On Silos - Part III

Rise or Stoop? Partnerships Of Equals
| Long-read Alert

Greetings, let's talk about David and Goliath shall we?

But not about their epic battle, oh no. In this little thought experiment, let's imagine they need each other, need to join forces, enter into a partnership to achieve their respective goals.

Now what are we looking at: Goliath has the brawn, the height, the reach, the muscle, the fearsome reputation. David has the wit, the good looks, popularity with the masses. Goliath wants David's mass-appeal to polish his reputation, and David needs Goliath's muscle to achieve his own goals. But: what will being associated with a fearsome giant do to his popularity?

Right, back to the real world (was this David and Goliath strictly analogy strictly speaking necessary? Probably not, but here we are):

The On Silos - series focuses on the private sector x not-for-profit relationship, and reputation and legitimacy risk for the latter when partnering with the private sector. The world needs these partnerships to solve its ESG woes, and we need those partnerships to be communicated with pride to be sustainable. So, how can not-for-profits safeguard against loss of legitimacy and find the courage to partner with Goliath?
(academic language warning: what follows is an extract from a paper I wrote for my post-grad, consume with caution and only after having had at least 3 cups of coffee)

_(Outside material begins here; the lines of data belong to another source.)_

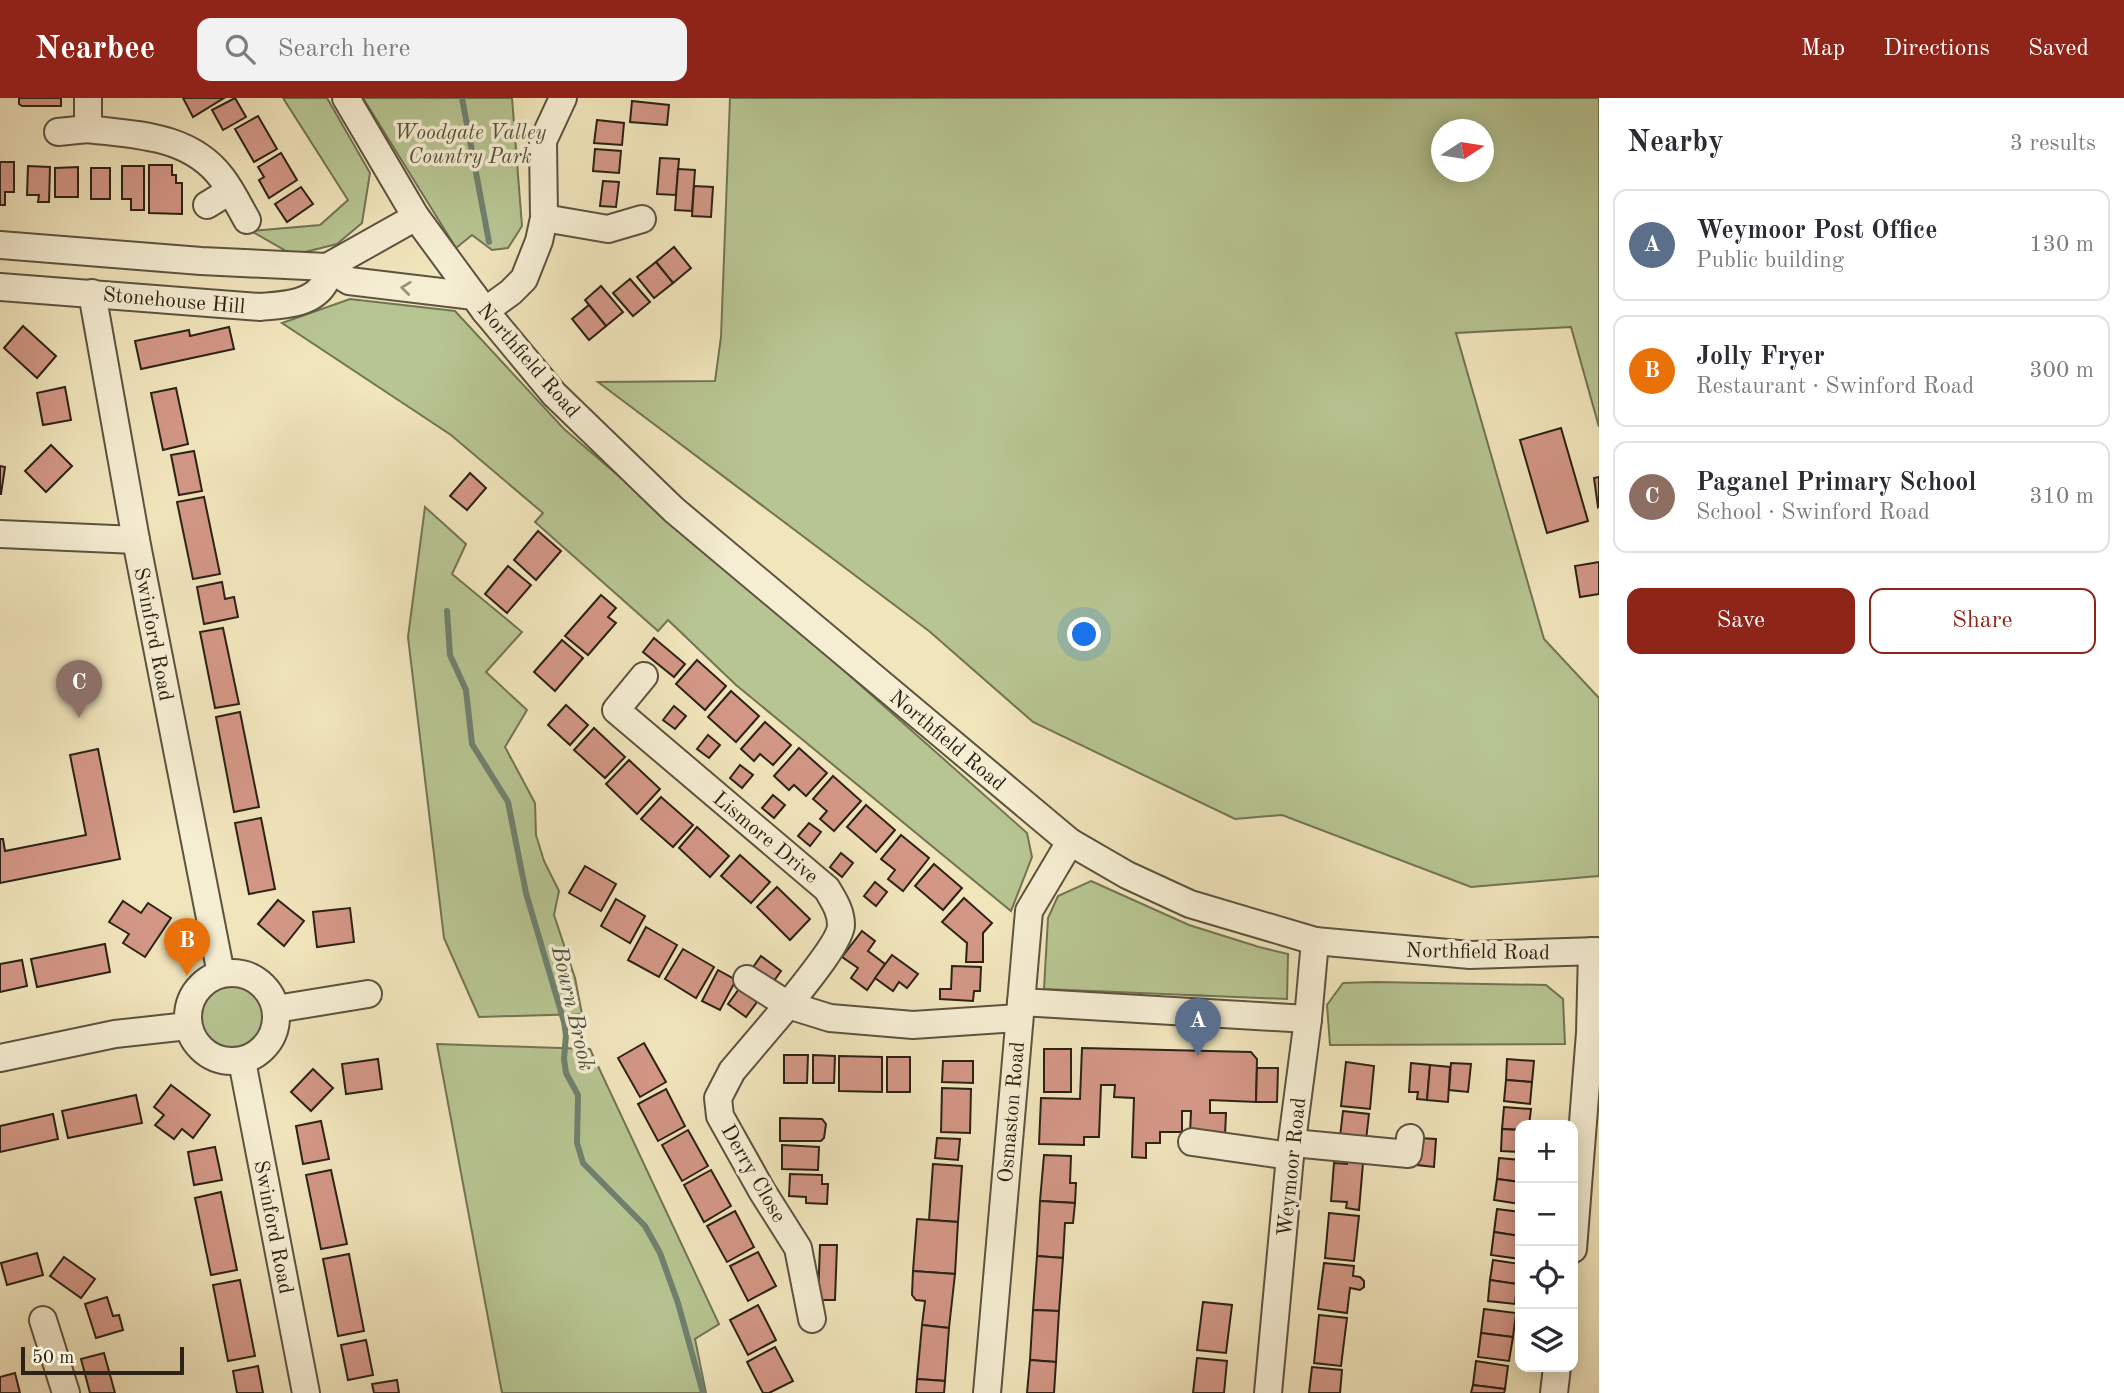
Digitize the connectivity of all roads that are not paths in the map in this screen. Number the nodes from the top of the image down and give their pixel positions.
1 (88, 98) edge
2 (346, 98) edge
3 (558, 100) edge
4 (88, 129) junction
5 (58, 132) dead end
6 (230, 191) junction
7 (207, 205) dead end
8 (416, 216) junction
9 (544, 218) junction
10 (642, 219) dead end
11 (247, 220) dead end
12 (0, 245) edge
13 (327, 267) junction
14 (0, 287) edge
15 (92, 293) junction
16 (479, 303) junction
17 (0, 534) edge
18 (136, 540) junction
19 (644, 676) dead end
20 (1070, 842) junction
21 (1315, 941) junction
22 (1596, 951) edge
23 (222, 974) junction
24 (747, 979) dead end
25 (368, 994) dead end
26 (788, 1005) junction
27 (276, 1009) junction
28 (1020, 1010) junction
29 (1308, 1019) junction
30 (188, 1026) junction
31 (0, 1058) edge
32 (242, 1061) junction
33 (1410, 1138) dead end
34 (1192, 1142) dead end
35 (1292, 1150) junction
36 (1573, 1246) edge
37 (811, 1319) dead end
38 (43, 1320) dead end
39 (1557, 1372) edge
40 (66, 1393) edge
41 (306, 1393) edge
42 (987, 1393) edge
43 (1268, 1393) edge
44 (1554, 1393) edge

1 - 4 street
2 - 8 street, Northfield Road
3 - 9 street
4 - 5 street
4 - 6 street
6 - 7 street
6 - 11 street
8 - 13 street, Stonehouse Hill
8 - 16 street, Northfield Road
9 - 10 street
9 - 16 street
12 - 13 street, Stonehouse Hill
13 - 15 street, Stonehouse Hill
16 -> 13 street, Stonehouse Hill
14 - 15 street, Stonehouse Hill
15 - 18 street, Swinford Road
16 - 20 street, Northfield Road
17 - 18 street
18 - 23 street, Swinford Road
19 - 26 street, Lismore Drive
20 - 21 street, Northfield Road
20 - 28 street, Osmaston Road
21 - 22 street, Northfield Road
21 - 29 street, Weymoor Road
22 - 36 street
23 - 27 street
23 - 30 street
24 - 26 street
25 - 27 street
26 - 28 street
26 - 37 street, Derry Close
27 - 32 street
28 - 29 street
28 - 42 street, Osmaston Road
29 - 35 street, Weymoor Road
30 - 31 street
30 - 32 street
32 - 41 street, Swinford Road
33 - 35 street
34 - 35 street
35 - 43 street, Weymoor Road
38 - 40 street
39 - 44 street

The key to legitimacy is the development of robust guidelines for private sector partnerships towards environmental and climate crisis issues, covering every aspect of the engagement: Screening, transactions, accountability, credibility of the partner and maintaining independence throughout the partnership. Countless organisations have established manifests to that effect and elected a variety of approaches. Here, we want to reflect on a blend of many that we believe can serve not-for-profits as a guide to assembling their own, with actionability and realism as goals.

Build Internal Alignment First

A crucial first step is the internal alignment around one's own organization, its mission, its values, and the prospective private sector partner. Internal alignment is critical to show-case your organization as a credible party that engages partners with determination and an holistic approach to achieving its vision. Lack of internal alignment can lead to private sector partners being approached by multiple individuals from the same not-for-profit, cause internal infighting about territories and political influence, and inevitably derail the partnership. Furthermore, successful partnerships with the private sector have as a base a shared vision and communication mechanism to provide an effective checks and balances system that is built on mutual respect and a sense of equal powers. Such a mechanic cannot be established in a sustainable fashion unless the partnership-seeking party has its internal affairs in order to begin with (for more on this, this 2020 paper is BRILLIANT!)

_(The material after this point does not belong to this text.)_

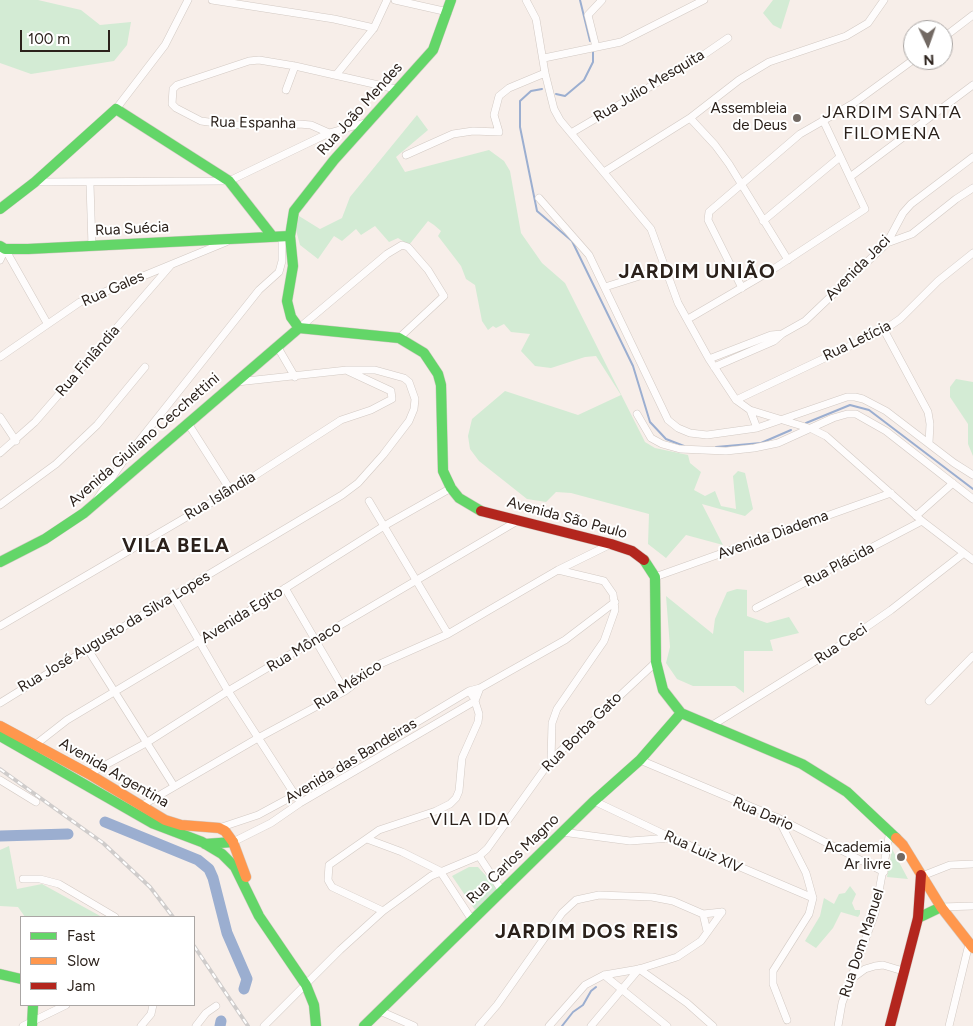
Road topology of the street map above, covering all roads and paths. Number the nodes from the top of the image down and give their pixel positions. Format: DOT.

Do Your Homework and Screen

When planning to engage in a private sector partnership towards achieving climate change objectives, it is of pivotal importance for the not-for-profit in question to rigorously screen the organization in question. Some lead assumptions must be checked in all cases:

  • What ESG policies are in place?

  • How has the prospective company actioned its own ESG ambition, what programs are they leading independently and to what effect?

  • What other partnerships has the company engaged with previously, is engaged in currently, and to what effect have they been concluded? Specifically any notions of these partnerships in (social) media must be inspected cautiously to allow a gage as to what reputation the prospective partner has gained over time, and whether or not they were called out for inauthentic behaviour (see 'cause washing'). USAID has developed a comprehensive (and utterly fabulous) set of questions to ask ahead of any partner engagement.

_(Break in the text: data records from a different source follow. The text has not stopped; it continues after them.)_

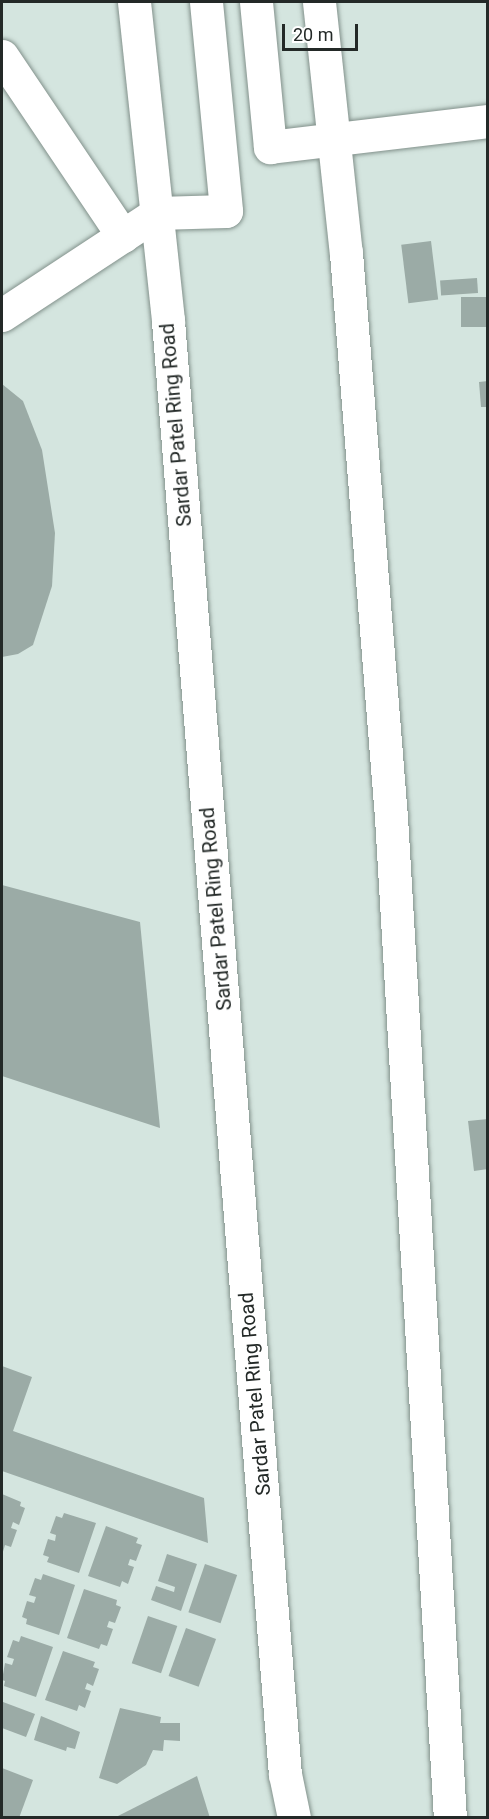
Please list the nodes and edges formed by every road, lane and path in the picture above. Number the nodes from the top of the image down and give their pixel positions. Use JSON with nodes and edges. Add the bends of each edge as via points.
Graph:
{"nodes":[{"id":1,"x":134,"y":2,"type":"edge"},
{"id":2,"x":206,"y":2,"type":"edge"},
{"id":3,"x":256,"y":2,"type":"edge"},
{"id":4,"x":319,"y":2,"type":"edge"},
{"id":5,"x":2,"y":57,"type":"edge"},
{"id":6,"x":488,"y":121,"type":"edge"},
{"id":7,"x":334,"y":139,"type":"junction"},
{"id":8,"x":157,"y":213,"type":"junction"},
{"id":9,"x":123,"y":236,"type":"junction"},
{"id":10,"x":2,"y":315,"type":"edge"},
{"id":11,"x":294,"y":1818,"type":"edge"},
{"id":12,"x":450,"y":1818,"type":"edge"}],
"edges":[{"from":1,"to":8,"type":"main road","name":"Sardar Patel Ring Road"},
{"from":2,"to":8,"type":"main road","via":[[226,211]]},
{"from":3,"to":7,"type":"main road","via":[[270,147]]},
{"from":4,"to":7,"type":"main road"},
{"from":5,"to":9,"type":"main road"},
{"from":6,"to":7,"type":"main road"},
{"from":7,"to":12,"type":"main road","via":[[391,817]]},
{"from":8,"to":9,"type":"main road"},
{"from":8,"to":11,"type":"main road","name":"Sardar Patel Ring Road","via":[[284,1762]]},
{"from":9,"to":10,"type":"main road"}]}
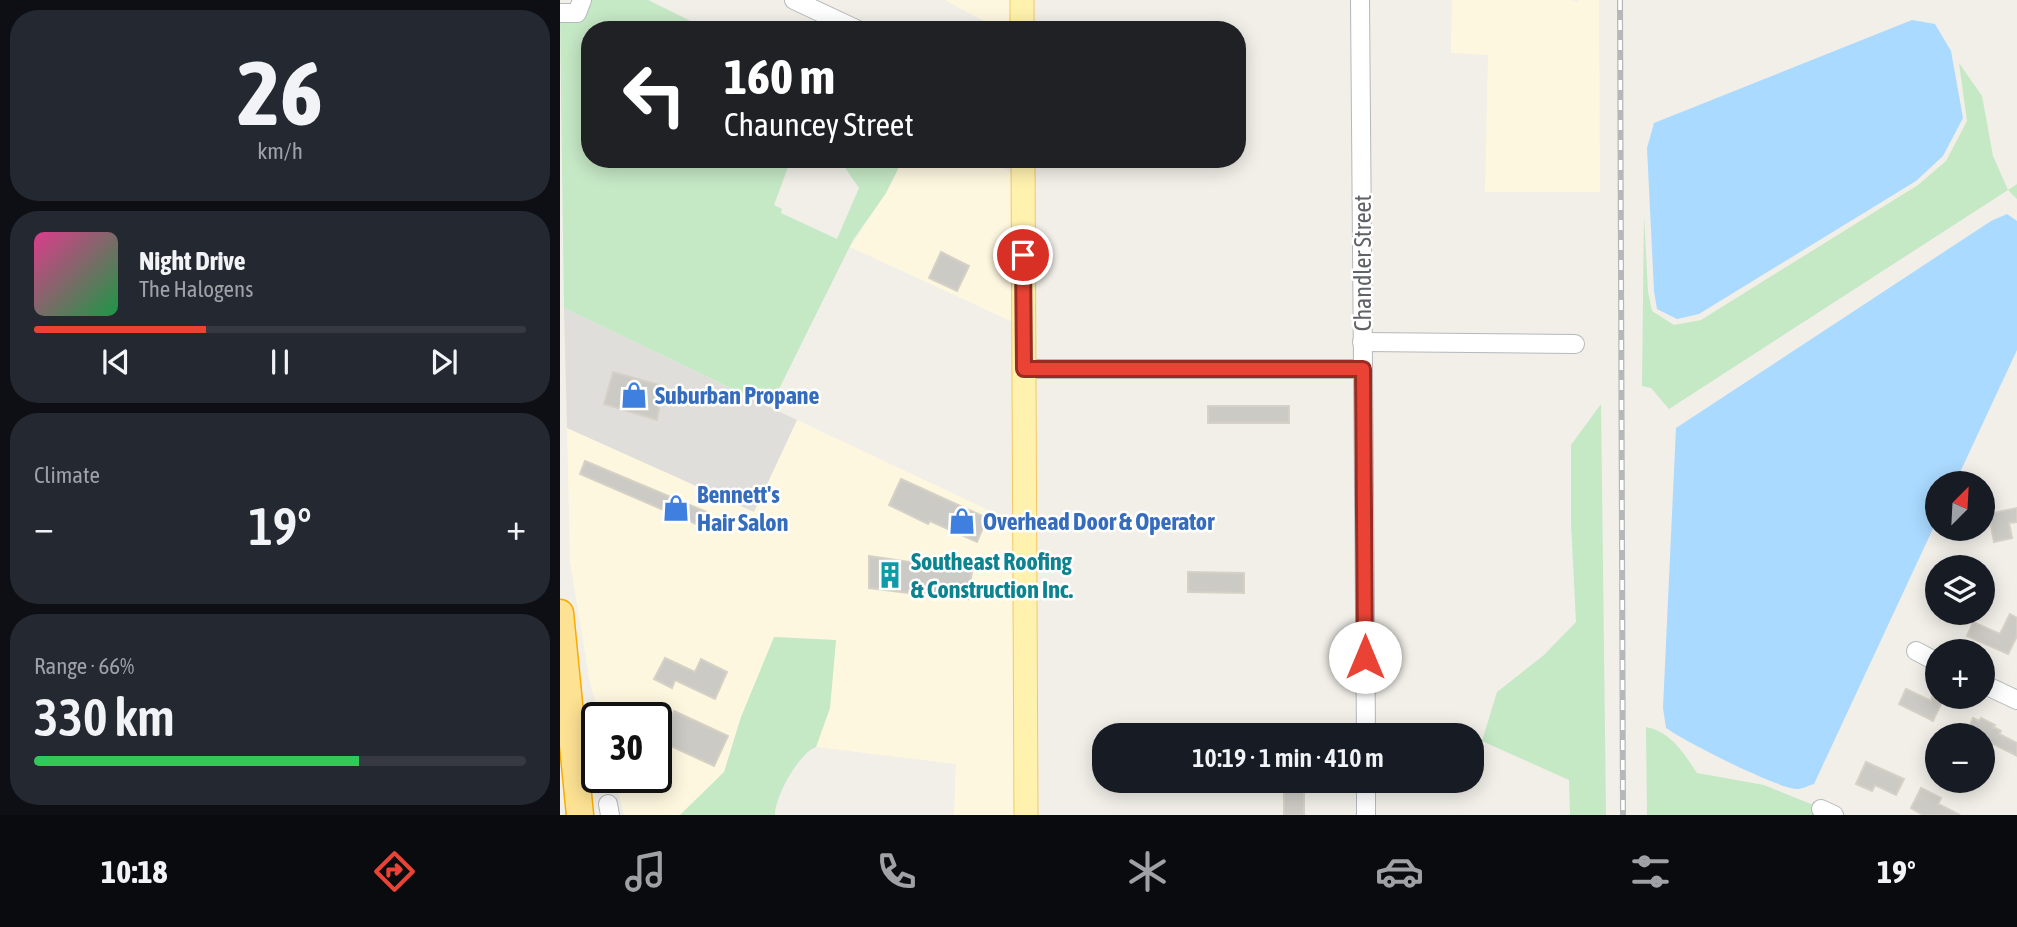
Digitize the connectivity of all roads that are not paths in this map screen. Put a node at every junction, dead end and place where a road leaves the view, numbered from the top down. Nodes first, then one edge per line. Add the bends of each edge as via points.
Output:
1 (582, 0) edge
2 (794, 0) edge
3 (1022, 0) edge
4 (1360, 0) edge
5 (560, 13) edge
6 (839, 21) edge
7 (1022, 21) edge
8 (1023, 168) edge
9 (1362, 342) junction
10 (1575, 344) dead end
11 (1024, 369) junction
12 (1363, 369) junction
13 (560, 613) edge
14 (1916, 651) dead end
15 (1925, 656) edge
16 (1995, 690) edge
17 (2017, 700) edge
18 (1366, 723) edge
19 (1366, 793) edge
20 (580, 815) edge
21 (1026, 815) edge
22 (1366, 815) edge

1 - 5 street via 577,12
2 - 6 street
3 - 7 main road
4 - 9 street, Chandler Street
8 - 11 main road
9 - 10 street
9 - 12 street, Chandler Street
11 - 12 street
11 - 21 main road
12 - 18 street, Chandler Street
13 - 20 highway
14 - 15 street
16 - 17 street
19 - 22 street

  • Is the partner compliant with the not-for-profits engagement principles? There are myriad standards that can be referenced and applied to one's own organisation, and deliciously laid out by the Donor Committee for Enterprise Development.

Another critical element to consider is organisational complexity. Many corporates will deploy their ESG efforts and funding not directly, but through foundations set-up for that particular purpose, in an effort to divert attention away from perceived commercial interest and to gain authenticity. It is of crucial importance to understand the organisational affiliation behind such foundations to truly see who it is one is entering into a partnership with.

Demonstrate Independence and Integrity

As I mentioned previously, reputation and legitimacy are the not-for-profit sectors greatest asset, their strongest selling point to attract donations. Maintaining it is of crucial import, and a first step to ensure it is to move from a purely transactional partnership to an integrative one. A partnership that is not simply about the receipt of assets, but transcends into shared governance, decision making within the company and creating the road map for implementing the ESG/climate change initiative at a local level as a shared effort. David Menascé interviewed Franck Renaudin, Founder and Executive Director of Entrepreneurs du Monde, in 2016, and he makes a striking argument about the finances of private sector partnerships. Easily the prime target for criticism of a not-for-profit's credibility being 'purchased' by the private sector, the financial nature of such partnerships must be navigated with great care. The fact that the not-for-profit sector relies on donations to remain operational is not a secret, and therein lies the key to staying ahead of bad press: vocally acknowledge the received funding value, and demonstrate that it is matched out of other revenue streams to the best of the organization's ability. Pay for what you can yourself, and demonstrate it with pride.

A second pathway to increased perception of independence and integrity is the involvement of a third party validator whose standards the private sector partner must adhere to. Those of you that are academically inclined can read more about this kind of enabling structure here. You'll most assuredly have heard of such structures before, think B-Labs, MSC, Rainforest Alliance or Fair Trade.

Own it

Once the decision has been made to enter into a partnership and it is publicly up and running, there is no backing out of it. Both parties have to be vocal and proud of what they are achieving together, and open about the nature of the partnership. Having a risk management plan and related position communications in place is crucial, to respond to negative backlash from detractors. The not-for-profit partner's greatest asset is a solid ethical partnership doctrine, as well as a public perspective on what private sector partnerships mean to them. In an interview ran by The Partnering Initiative in 2008, a not-for-profit leader reflected on this matter as follows: “We ask ourselves quite often whether our partnering activities are „green washing‟ companies. We also agonise as to whether being funded by a company to do our work, even if through this we raise awareness of environmental issues more widely, is a conflict of interest for an environmental NGO. My personal view is that when we weigh up the moral consequences of our decision to work with business, and because the relationship enables us to get things done more efficiently and effectively, the collaboration is entirely appropriate and justified.”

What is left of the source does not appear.